### RECORDS PROVIDED
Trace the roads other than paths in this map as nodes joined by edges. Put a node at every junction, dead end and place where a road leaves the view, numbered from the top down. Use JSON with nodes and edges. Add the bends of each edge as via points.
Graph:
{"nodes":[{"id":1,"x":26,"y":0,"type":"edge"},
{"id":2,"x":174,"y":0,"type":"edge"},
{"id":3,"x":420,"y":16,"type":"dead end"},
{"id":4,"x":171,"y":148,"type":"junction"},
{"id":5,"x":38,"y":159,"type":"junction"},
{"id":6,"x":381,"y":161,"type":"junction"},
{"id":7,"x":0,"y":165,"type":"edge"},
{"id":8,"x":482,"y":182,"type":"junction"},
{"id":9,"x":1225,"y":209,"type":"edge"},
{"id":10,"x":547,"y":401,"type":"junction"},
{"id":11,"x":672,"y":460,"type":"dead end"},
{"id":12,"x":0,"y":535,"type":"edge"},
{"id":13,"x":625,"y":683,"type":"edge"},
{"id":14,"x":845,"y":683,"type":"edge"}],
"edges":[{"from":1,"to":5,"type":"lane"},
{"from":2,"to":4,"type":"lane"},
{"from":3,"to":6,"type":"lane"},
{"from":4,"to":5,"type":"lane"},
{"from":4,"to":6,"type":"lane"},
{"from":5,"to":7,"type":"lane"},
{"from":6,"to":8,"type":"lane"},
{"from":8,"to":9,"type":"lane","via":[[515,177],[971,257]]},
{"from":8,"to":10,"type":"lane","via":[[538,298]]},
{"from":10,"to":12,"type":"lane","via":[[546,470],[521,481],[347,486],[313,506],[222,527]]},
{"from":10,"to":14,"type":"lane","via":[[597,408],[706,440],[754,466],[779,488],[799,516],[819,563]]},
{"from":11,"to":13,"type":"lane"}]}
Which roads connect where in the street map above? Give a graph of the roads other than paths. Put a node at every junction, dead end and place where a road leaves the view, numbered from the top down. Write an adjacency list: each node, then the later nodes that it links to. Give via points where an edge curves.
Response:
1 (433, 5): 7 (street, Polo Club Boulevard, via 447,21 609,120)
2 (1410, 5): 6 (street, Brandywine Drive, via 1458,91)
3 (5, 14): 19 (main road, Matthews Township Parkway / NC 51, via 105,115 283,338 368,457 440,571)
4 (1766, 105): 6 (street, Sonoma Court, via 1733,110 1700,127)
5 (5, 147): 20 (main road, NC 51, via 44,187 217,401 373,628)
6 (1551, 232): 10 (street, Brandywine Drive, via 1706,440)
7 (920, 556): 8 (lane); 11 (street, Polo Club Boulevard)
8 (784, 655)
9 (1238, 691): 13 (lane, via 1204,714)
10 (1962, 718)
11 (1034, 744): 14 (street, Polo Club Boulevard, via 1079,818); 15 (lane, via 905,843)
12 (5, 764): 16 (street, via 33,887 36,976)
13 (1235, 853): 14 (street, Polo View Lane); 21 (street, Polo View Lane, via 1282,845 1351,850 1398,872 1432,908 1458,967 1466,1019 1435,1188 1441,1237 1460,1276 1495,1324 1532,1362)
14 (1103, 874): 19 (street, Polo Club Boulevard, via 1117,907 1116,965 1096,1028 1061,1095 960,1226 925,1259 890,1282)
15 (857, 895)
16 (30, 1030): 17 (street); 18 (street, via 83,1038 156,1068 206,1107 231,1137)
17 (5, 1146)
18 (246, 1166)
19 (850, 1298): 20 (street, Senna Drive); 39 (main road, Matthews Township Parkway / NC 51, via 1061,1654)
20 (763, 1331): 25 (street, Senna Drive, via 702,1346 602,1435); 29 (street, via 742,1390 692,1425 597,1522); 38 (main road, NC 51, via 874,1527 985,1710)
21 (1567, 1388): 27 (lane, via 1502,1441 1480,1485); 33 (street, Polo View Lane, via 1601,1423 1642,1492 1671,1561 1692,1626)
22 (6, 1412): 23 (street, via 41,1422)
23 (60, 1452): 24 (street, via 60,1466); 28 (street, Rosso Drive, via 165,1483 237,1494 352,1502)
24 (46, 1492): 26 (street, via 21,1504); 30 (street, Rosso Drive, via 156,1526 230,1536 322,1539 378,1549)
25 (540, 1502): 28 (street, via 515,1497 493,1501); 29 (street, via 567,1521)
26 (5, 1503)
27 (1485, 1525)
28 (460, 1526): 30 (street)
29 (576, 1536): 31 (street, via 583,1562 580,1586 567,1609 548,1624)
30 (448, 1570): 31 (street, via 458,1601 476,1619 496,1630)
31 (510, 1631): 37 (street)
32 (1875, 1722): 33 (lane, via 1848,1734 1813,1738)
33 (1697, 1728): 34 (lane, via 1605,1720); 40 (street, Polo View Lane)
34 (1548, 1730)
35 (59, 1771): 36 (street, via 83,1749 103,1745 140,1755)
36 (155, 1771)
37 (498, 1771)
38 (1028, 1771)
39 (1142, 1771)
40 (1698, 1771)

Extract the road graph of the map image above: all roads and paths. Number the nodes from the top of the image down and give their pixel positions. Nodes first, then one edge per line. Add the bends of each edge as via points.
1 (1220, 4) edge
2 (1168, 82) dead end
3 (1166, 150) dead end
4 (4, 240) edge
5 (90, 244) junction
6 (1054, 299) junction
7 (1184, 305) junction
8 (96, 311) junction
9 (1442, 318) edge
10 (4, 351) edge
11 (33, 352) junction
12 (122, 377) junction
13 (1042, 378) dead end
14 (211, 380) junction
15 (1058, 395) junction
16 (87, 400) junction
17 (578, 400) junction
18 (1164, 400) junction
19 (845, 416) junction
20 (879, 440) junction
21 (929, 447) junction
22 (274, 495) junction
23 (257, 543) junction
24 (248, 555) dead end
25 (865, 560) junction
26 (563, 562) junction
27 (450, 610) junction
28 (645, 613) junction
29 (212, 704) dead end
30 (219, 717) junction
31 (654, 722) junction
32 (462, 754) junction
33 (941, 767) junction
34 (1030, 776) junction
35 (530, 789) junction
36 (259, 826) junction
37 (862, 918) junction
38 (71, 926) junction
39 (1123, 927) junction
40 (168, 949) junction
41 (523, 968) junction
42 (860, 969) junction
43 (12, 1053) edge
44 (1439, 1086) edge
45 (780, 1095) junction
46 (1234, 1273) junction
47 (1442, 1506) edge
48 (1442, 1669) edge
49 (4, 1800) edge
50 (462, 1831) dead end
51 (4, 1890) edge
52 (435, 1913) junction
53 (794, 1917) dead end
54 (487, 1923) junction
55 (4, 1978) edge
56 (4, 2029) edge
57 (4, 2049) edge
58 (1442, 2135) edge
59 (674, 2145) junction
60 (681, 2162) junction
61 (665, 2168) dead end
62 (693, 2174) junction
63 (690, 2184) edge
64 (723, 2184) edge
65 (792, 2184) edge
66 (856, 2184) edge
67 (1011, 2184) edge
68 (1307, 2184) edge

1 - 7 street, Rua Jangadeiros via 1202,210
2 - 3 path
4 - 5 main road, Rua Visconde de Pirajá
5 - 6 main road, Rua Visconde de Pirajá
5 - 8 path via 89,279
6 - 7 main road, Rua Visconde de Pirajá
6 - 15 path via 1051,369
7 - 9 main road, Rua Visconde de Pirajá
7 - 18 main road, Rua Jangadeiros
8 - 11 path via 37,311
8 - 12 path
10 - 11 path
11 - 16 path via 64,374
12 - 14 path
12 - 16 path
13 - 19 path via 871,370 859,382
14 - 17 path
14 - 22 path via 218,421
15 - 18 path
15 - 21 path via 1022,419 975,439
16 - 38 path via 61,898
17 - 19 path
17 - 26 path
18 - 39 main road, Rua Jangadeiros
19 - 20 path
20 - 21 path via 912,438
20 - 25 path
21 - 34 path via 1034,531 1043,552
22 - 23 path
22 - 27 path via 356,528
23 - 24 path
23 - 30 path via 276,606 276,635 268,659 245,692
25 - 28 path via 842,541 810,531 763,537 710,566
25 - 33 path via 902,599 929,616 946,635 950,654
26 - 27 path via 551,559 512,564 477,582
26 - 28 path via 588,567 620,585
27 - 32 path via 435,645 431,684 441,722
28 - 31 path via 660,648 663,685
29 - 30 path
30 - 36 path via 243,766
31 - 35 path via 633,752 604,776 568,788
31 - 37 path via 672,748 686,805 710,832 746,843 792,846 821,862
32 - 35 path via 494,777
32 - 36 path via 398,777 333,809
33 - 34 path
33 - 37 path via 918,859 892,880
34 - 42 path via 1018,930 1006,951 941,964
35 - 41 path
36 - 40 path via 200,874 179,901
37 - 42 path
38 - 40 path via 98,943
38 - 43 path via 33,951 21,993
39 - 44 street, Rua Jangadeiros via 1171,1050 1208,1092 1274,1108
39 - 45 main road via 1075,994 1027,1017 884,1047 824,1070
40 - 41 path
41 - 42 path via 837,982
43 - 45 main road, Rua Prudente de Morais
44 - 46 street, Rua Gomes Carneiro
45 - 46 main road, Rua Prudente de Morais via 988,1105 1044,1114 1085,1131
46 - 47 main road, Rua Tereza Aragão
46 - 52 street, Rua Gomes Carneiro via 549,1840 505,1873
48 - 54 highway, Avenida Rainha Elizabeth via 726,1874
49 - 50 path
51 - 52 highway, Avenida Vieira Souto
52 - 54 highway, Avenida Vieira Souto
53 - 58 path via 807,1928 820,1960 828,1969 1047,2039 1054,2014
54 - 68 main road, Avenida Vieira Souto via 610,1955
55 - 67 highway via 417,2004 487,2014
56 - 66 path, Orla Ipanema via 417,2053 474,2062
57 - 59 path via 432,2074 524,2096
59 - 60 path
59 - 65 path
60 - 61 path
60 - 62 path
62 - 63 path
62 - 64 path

### WHAT THIS TASK INVOLVES
Go through the data line by line and work out how many lines contain "Senna". Give only that number.

### TASK ANSWER
2